I played the violin growing up, and have known many musicians throughout my life, both professionals and amateurs, who play classical, jazz, and many other types of music. Of course they all talk about techniques - like finger picking versus flat picking for guitars. Usually, it's a positive conversation, and not a dispute. But of all debates I have listened to between musicians about instruments and techniques, I have never heard any that rise to the level of acrimony as when harmonica players debate tongue blocking versus lip pursing. It is like listening to people debate over religious ideology. Who needs it?

Last Edited by FastFourier on Mar 30, 2018 6:21 AM
5355 posts
Mar 29, 2018
10:31 PM
Yeah exactly. I believe you’re exactly right in the way you’ve interpreted what people argue about. That’s why i said that stuff about lifting the tongue to play a chord; just trying to demonstrate how silly the whole discussion is. When i said I don’t understand the argument, that’s the argument i meant, not what you were saying.
I don’t really know how it all got started or how long its been going on but i do think there are a lot of people who play harmonica who play it in a fairly rudimentary way and like to argue the toss about things rather than work on their game. This extends to technique, equipment, harp brands...
The really funny thing is the number of threads where people decry this behaviour much as I’m doing here, and absolutely no one is taking a contrary position
I think folks like Dennis derive a reasonable part of their livelihood from teaching, so there’s possibly some incentive for him in playing up these discussions.
My take on this is that if you are playing a texture-rich style, which makes use of lots of chords, splits and othe tongue effects like flutters, it probably is just easier to have your tongue resting on the harp most of the time. I sometimes try to do it another way and its ok but it feels more like hard work. I’d think if you’re using lots of overblows for instance and fast tongue articulation invilving the roof of the mouth or teeth, you’d probably want to go the other way and only apply your tongue to the comb for special effects.
I just get exasperated by the silliness of it sometimes.
210 posts
Mar 30, 2018
4:27 AM
Is it a greed then that people play using t blocking regardless whether it blues or not...there seemed some confusion there.
I have an old hohner booklet 1957 I think it is..t blocking is the method shown.
I assume T blocking has been around since the instrument was invented...long before jazz an blues came into being.
2246 posts
Mar 30, 2018
8:19 AM
"are there 100% tongue blockers out there who are playing other styles than Chicago Blues, and if so, who?"

Sugar Blue is a Chicago-based blues player, but I wouldn't call him a traditional player.

James Conway, also Chicago-based, is a great Irish player.
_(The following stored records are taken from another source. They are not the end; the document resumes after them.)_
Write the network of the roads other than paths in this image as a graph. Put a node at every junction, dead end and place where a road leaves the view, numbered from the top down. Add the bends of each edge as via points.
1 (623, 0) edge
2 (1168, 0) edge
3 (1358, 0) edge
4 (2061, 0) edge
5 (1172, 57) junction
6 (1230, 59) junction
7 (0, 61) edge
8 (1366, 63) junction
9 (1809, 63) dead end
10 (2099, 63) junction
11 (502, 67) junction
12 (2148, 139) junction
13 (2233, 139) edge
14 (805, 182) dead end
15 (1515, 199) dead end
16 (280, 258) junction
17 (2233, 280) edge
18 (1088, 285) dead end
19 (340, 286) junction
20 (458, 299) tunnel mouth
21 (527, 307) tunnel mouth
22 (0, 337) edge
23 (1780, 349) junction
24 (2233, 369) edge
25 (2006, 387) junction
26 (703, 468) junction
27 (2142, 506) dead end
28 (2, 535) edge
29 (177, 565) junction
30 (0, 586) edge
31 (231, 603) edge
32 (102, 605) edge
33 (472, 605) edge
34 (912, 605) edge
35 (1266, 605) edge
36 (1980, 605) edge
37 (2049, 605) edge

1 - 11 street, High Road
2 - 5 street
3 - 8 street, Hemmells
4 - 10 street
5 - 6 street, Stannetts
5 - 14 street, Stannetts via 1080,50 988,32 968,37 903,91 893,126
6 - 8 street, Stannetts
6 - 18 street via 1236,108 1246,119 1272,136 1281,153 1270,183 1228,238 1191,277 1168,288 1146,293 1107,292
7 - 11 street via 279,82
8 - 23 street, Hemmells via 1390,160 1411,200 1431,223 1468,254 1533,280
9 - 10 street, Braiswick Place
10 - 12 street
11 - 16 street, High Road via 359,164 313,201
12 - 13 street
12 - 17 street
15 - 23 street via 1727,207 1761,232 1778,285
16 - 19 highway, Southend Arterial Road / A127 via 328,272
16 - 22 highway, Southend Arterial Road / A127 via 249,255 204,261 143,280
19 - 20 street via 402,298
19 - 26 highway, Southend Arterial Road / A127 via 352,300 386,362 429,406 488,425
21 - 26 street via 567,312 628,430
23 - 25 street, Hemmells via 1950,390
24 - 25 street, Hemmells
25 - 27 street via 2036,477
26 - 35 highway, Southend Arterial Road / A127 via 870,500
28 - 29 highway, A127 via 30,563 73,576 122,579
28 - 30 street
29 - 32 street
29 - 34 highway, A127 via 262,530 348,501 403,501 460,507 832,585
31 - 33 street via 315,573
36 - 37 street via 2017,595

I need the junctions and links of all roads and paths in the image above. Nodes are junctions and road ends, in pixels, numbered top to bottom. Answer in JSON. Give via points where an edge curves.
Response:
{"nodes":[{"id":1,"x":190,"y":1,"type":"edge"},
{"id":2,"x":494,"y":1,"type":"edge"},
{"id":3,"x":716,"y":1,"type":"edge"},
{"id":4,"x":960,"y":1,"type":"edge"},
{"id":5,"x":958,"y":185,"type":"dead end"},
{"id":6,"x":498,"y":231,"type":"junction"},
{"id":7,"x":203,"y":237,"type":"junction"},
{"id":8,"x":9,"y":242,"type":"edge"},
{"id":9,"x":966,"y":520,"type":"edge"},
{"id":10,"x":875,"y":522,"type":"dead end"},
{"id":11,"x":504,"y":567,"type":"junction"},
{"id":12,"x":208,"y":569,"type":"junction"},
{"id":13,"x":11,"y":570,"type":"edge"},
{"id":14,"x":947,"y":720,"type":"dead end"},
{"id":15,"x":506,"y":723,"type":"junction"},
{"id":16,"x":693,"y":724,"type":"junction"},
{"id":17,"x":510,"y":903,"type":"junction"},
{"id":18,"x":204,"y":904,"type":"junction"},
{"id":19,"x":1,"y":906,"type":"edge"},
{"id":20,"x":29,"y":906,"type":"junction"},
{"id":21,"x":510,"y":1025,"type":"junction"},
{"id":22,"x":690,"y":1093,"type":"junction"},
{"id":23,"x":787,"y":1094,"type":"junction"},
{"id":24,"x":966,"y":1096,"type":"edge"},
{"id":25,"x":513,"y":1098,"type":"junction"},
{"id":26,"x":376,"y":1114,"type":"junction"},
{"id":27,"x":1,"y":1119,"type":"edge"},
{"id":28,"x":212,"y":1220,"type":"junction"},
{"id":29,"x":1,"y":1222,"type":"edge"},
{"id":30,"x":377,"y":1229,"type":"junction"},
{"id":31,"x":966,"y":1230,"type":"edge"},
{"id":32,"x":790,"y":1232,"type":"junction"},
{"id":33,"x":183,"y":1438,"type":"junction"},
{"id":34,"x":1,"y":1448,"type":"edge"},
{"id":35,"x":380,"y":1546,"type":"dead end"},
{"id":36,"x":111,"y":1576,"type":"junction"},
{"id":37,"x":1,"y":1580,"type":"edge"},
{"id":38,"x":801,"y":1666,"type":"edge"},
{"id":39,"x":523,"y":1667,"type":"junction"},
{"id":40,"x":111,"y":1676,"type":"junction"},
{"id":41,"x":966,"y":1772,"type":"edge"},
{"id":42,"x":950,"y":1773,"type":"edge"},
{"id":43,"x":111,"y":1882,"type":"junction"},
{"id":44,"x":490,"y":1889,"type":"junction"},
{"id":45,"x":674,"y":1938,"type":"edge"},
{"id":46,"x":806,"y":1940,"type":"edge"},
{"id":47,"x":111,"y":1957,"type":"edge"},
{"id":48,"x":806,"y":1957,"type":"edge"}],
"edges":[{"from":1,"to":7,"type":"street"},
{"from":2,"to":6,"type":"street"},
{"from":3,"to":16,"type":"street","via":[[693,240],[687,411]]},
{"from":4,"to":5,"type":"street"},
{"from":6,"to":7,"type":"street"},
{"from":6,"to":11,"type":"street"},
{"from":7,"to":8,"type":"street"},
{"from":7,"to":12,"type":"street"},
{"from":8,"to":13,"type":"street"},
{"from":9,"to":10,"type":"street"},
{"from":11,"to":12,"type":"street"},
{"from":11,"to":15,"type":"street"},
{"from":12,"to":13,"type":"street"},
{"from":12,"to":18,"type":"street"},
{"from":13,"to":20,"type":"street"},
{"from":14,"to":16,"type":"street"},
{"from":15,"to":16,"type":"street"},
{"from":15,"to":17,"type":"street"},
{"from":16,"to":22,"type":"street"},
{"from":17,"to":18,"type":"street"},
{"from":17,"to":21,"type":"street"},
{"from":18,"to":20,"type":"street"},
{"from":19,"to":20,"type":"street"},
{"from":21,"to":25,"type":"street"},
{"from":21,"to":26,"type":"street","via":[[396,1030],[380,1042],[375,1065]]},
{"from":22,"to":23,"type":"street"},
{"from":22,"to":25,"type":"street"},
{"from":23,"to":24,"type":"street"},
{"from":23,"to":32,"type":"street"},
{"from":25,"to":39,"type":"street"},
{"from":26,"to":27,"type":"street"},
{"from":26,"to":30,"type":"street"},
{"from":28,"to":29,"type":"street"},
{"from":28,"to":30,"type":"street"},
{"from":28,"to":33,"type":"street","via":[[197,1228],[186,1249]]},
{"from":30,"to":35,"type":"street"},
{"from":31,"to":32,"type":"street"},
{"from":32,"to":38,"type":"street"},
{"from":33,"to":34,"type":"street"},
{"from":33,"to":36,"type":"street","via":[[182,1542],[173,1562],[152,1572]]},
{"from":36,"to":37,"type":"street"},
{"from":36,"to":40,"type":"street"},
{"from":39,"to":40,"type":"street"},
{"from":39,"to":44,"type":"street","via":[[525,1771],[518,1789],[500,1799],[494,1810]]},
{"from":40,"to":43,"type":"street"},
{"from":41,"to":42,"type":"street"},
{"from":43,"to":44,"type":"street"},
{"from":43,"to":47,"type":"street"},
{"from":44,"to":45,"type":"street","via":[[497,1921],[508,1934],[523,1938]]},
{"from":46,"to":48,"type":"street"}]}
Nashville's Jellyroll Johnson is a wonderful player of both country and jazz.
5356 posts
Mar 30, 2018
1:55 PM
When I began using tb, it was in Americana type tunes. I wasn’t playing tb the way I do now, but I was learning to articulate certain passages, mainly the top of the harp. I think the first song I played with what people call 100% tb was Benny Bell’s ‘shaving cream’. It those days I was just humming and whistling then trying to get those sounds from a harp. I didn’t really start playing ‘Chicago-style’ (really west coast style at first) until 2010, and at the time it was more a means to learn more about technique than an ambition to play that style of music. I just happened to fall in with a bad crowd and now I’m in that kind of scene
13 posts
Apr 16, 2018
5:31 AM
I thank all who contributed to this subject. After reading this I made a sincere effort to tongue block (which I have had problems prior) and got the easiest bend I've ever tried.